[Data excerpts]
------------------------

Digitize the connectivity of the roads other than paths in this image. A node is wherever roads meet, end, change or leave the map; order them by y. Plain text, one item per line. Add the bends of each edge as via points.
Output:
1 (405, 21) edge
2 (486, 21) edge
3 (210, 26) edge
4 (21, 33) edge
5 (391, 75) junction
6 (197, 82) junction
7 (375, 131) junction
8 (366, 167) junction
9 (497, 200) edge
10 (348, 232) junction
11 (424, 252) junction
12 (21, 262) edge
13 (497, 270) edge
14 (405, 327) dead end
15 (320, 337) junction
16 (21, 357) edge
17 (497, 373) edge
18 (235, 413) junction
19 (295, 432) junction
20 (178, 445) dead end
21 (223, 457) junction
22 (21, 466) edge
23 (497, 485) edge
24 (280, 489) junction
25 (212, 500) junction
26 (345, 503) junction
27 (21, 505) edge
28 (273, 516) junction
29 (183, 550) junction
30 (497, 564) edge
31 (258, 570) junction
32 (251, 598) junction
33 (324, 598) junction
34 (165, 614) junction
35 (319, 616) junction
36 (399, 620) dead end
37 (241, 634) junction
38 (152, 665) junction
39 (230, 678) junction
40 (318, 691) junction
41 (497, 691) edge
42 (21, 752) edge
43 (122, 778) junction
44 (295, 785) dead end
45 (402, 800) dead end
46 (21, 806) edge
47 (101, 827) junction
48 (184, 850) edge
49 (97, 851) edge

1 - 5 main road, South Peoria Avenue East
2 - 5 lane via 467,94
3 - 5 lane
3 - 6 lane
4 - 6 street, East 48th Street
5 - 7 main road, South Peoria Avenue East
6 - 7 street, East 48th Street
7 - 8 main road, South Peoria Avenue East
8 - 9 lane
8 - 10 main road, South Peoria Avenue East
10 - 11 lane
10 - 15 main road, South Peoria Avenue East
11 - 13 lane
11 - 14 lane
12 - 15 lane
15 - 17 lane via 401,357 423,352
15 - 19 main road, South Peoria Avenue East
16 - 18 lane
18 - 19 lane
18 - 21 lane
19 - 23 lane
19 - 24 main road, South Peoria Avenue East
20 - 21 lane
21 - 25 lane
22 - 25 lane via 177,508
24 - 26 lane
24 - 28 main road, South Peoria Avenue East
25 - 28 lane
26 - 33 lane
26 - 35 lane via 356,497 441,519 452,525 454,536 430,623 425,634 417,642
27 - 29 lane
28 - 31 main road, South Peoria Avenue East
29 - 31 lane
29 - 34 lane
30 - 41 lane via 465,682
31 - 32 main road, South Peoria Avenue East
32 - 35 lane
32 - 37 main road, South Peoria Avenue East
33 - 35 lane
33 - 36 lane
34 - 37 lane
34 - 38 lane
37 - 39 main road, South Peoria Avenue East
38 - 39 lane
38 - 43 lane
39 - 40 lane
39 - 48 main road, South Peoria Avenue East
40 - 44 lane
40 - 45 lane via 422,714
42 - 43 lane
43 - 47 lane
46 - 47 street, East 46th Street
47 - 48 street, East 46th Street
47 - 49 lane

------------------------

# Problem description
Please transcribe all of the data above exactly.

# Answer below
Digitize the connectivity of the roads other than paths in this image. A node is wherever roads meet, end, change or leave the map; order them by y. Plain text, one item per line. Add the bends of each edge as via points.
Output:
1 (405, 21) edge
2 (486, 21) edge
3 (210, 26) edge
4 (21, 33) edge
5 (391, 75) junction
6 (197, 82) junction
7 (375, 131) junction
8 (366, 167) junction
9 (497, 200) edge
10 (348, 232) junction
11 (424, 252) junction
12 (21, 262) edge
13 (497, 270) edge
14 (405, 327) dead end
15 (320, 337) junction
16 (21, 357) edge
17 (497, 373) edge
18 (235, 413) junction
19 (295, 432) junction
20 (178, 445) dead end
21 (223, 457) junction
22 (21, 466) edge
23 (497, 485) edge
24 (280, 489) junction
25 (212, 500) junction
26 (345, 503) junction
27 (21, 505) edge
28 (273, 516) junction
29 (183, 550) junction
30 (497, 564) edge
31 (258, 570) junction
32 (251, 598) junction
33 (324, 598) junction
34 (165, 614) junction
35 (319, 616) junction
36 (399, 620) dead end
37 (241, 634) junction
38 (152, 665) junction
39 (230, 678) junction
40 (318, 691) junction
41 (497, 691) edge
42 (21, 752) edge
43 (122, 778) junction
44 (295, 785) dead end
45 (402, 800) dead end
46 (21, 806) edge
47 (101, 827) junction
48 (184, 850) edge
49 (97, 851) edge

1 - 5 main road, South Peoria Avenue East
2 - 5 lane via 467,94
3 - 5 lane
3 - 6 lane
4 - 6 street, East 48th Street
5 - 7 main road, South Peoria Avenue East
6 - 7 street, East 48th Street
7 - 8 main road, South Peoria Avenue East
8 - 9 lane
8 - 10 main road, South Peoria Avenue East
10 - 11 lane
10 - 15 main road, South Peoria Avenue East
11 - 13 lane
11 - 14 lane
12 - 15 lane
15 - 17 lane via 401,357 423,352
15 - 19 main road, South Peoria Avenue East
16 - 18 lane
18 - 19 lane
18 - 21 lane
19 - 23 lane
19 - 24 main road, South Peoria Avenue East
20 - 21 lane
21 - 25 lane
22 - 25 lane via 177,508
24 - 26 lane
24 - 28 main road, South Peoria Avenue East
25 - 28 lane
26 - 33 lane
26 - 35 lane via 356,497 441,519 452,525 454,536 430,623 425,634 417,642
27 - 29 lane
28 - 31 main road, South Peoria Avenue East
29 - 31 lane
29 - 34 lane
30 - 41 lane via 465,682
31 - 32 main road, South Peoria Avenue East
32 - 35 lane
32 - 37 main road, South Peoria Avenue East
33 - 35 lane
33 - 36 lane
34 - 37 lane
34 - 38 lane
37 - 39 main road, South Peoria Avenue East
38 - 39 lane
38 - 43 lane
39 - 40 lane
39 - 48 main road, South Peoria Avenue East
40 - 44 lane
40 - 45 lane via 422,714
42 - 43 lane
43 - 47 lane
46 - 47 street, East 46th Street
47 - 48 street, East 46th Street
47 - 49 lane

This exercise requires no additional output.